Considering only the black channel in Fig. 1, the VRC calculations predict a modest negative temperature dependence of the capture rate with a value of 1.6 × 10⁻¹⁰ cm³ molecule⁻¹ s⁻¹ at 300 K increasing to 2.0 × 10⁻¹⁰ cm³ molecule⁻¹ s⁻¹ at 50 K. It is noted that these VRC calculations have relatively large uncertainties, and when comparing initial theoretical results with the experimental data, it was found that the agreement between the two datasets was improved when the negative temperature dependence of the capture step was increased. In light of this effect, the ILT A factor was set to 1.6 × 10⁻¹⁰ cm³ molecule⁻¹ s⁻¹ at 300 K whilst the n^∞ parameter was allowed to vary between −0.5 and −0.1 in order to fit the experimental data. Given the large range of barrier heights obtained for TS1 at the different levels of theory used in this study, this value was also varied in order to give a “best fit” barrier height. Calculations were performed using both the M06-2X and CCSD(T)-F12 values for the energy of complex1.

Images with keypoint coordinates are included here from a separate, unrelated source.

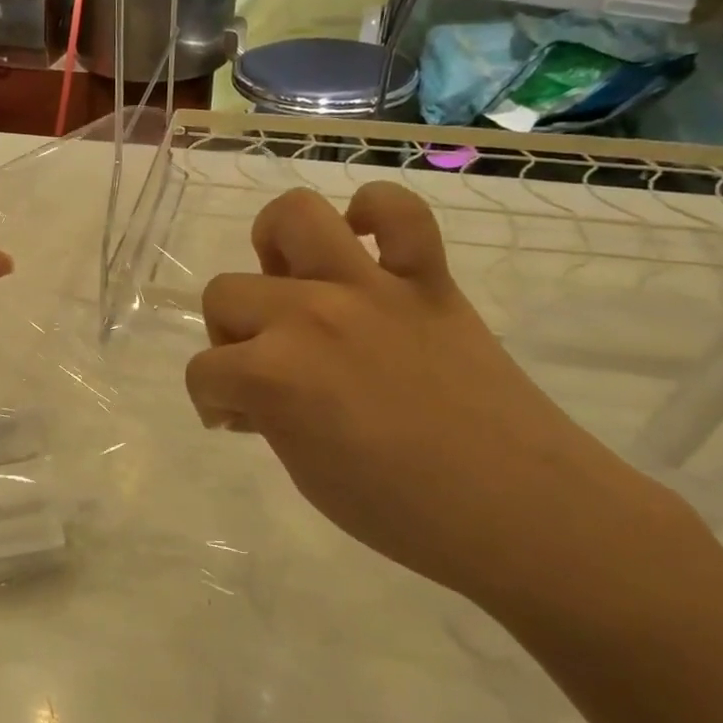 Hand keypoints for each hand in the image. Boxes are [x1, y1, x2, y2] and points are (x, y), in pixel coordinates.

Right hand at [185, 184, 701, 617]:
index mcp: (271, 374)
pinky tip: (365, 243)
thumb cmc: (400, 511)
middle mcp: (308, 315)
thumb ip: (265, 414)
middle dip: (231, 335)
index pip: (203, 371)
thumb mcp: (303, 470)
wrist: (519, 511)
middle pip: (225, 293)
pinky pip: (400, 211)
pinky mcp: (427, 280)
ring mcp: (370, 288)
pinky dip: (375, 213)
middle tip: (264, 365)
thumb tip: (251, 394)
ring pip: (293, 217)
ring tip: (292, 281)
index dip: (210, 399)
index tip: (234, 419)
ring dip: (275, 245) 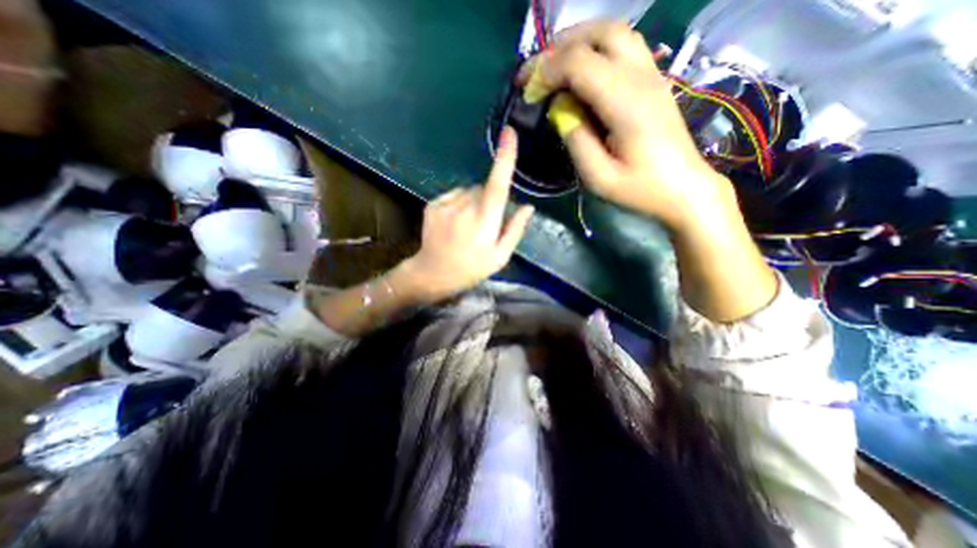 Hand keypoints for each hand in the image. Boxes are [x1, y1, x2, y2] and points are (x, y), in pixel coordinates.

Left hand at [393, 126, 533, 300]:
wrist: (432, 273)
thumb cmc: (471, 269)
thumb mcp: (500, 256)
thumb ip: (515, 229)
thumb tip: (528, 207)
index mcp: (485, 219)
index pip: (498, 183)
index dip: (505, 157)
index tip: (509, 132)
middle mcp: (465, 206)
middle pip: (484, 189)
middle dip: (489, 201)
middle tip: (484, 226)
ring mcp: (446, 203)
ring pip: (468, 192)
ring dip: (472, 203)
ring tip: (467, 227)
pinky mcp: (433, 204)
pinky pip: (453, 195)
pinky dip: (458, 204)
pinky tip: (454, 223)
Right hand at [518, 20, 732, 231]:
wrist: (684, 188)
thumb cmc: (641, 189)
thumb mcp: (599, 178)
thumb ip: (576, 140)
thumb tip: (558, 109)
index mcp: (625, 103)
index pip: (579, 63)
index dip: (546, 72)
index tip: (527, 93)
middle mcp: (640, 77)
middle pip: (598, 33)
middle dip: (558, 48)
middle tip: (534, 73)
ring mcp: (651, 74)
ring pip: (613, 32)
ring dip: (577, 41)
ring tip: (552, 66)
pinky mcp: (653, 80)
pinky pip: (623, 46)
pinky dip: (593, 48)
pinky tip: (579, 71) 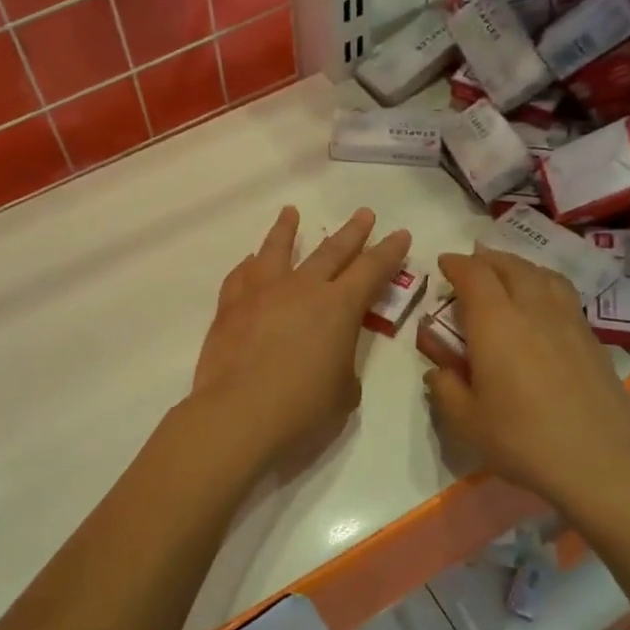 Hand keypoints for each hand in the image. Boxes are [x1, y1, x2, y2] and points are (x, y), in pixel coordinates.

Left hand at [191, 206, 411, 475]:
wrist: (237, 417)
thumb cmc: (302, 411)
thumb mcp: (344, 392)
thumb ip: (342, 364)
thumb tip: (328, 356)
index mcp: (339, 307)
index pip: (372, 269)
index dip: (389, 251)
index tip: (399, 234)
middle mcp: (302, 288)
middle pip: (331, 250)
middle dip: (352, 232)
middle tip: (364, 214)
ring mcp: (262, 293)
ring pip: (277, 250)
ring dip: (286, 229)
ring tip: (290, 212)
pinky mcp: (229, 307)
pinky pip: (241, 276)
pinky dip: (249, 265)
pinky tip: (250, 262)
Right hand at [424, 248, 629, 515]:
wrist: (601, 462)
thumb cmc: (522, 440)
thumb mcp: (465, 421)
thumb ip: (445, 388)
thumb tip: (439, 370)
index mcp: (495, 322)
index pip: (474, 275)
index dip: (456, 264)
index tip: (443, 264)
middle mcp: (532, 309)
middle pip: (509, 266)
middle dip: (486, 259)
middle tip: (472, 264)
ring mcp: (567, 320)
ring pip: (541, 274)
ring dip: (518, 266)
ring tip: (507, 272)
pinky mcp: (591, 338)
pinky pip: (562, 293)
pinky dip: (543, 283)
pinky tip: (541, 302) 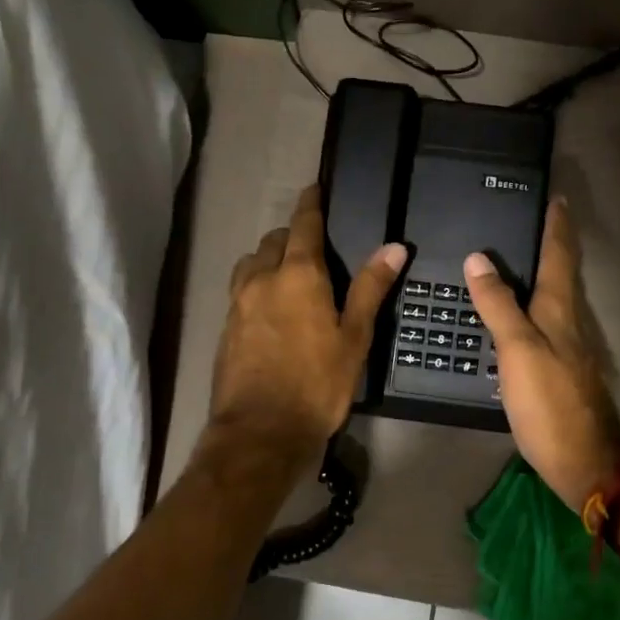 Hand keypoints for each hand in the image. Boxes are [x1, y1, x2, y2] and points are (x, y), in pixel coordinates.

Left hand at [209, 185, 406, 460]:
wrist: (260, 432)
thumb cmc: (317, 384)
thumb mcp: (355, 337)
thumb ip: (371, 288)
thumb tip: (394, 246)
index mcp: (298, 274)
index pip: (304, 224)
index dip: (311, 203)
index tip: (315, 188)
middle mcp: (262, 278)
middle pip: (274, 240)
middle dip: (292, 234)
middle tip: (314, 244)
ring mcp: (238, 303)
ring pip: (252, 263)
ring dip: (270, 257)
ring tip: (289, 272)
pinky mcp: (226, 327)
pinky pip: (241, 289)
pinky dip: (257, 283)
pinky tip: (270, 306)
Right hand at [464, 197, 619, 509]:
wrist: (583, 460)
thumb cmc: (549, 402)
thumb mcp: (517, 350)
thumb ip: (498, 305)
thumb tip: (479, 259)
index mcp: (559, 309)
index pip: (560, 255)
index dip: (557, 225)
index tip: (557, 198)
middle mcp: (569, 321)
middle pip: (563, 272)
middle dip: (554, 243)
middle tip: (536, 219)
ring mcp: (569, 346)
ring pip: (556, 297)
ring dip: (546, 272)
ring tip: (523, 256)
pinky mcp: (562, 369)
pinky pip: (547, 322)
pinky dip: (535, 304)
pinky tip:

When using the M06-2X well depth of −69 kJ mol⁻¹ the master equation calculations begin to predict substantial formation of stabilised complex1. In order to keep the amount of stabilised complex1 below 5%, consistent with the temperature dependence of the experimental H atom yields, the energy transfer parameter 〈ΔE_down〉 was set to 35 cm⁻¹. For consistency, the same value was used for the calculations with the CCSD(T) well depth though it is noted that these calculations are relatively insensitive to changes in 〈ΔE_down〉 and doubling the value of 〈ΔE_down〉 to 70 cm⁻¹ resulted in only a 1% increase in the theoretical rate constant at 50 K.

Kinetic results

Examples of kinetic decays obtained by both chemiluminescence and VUV LIF detection methods at 296 K and 127 K are shown in Fig. 3.

Fig. 3 Variation of the chemiluminescence (blue filled circles) and VUV LIF (red filled circles) emission signals from reactant C(³P) atoms (NO* for the chemiluminescence measurements produced by the C + NO₂ reaction) as a function of time. (Upper panel) 296 K with [CH₃OH] = 1.2 × 10¹⁴ molecule cm⁻³; (lower panel) 127 K with [CH₃OH] = 2.0 × 10¹⁴ molecule cm⁻³. Biexponential behavior is clearly observed in chemiluminescence traces due to the fast C(¹D) + CH₃OH reaction.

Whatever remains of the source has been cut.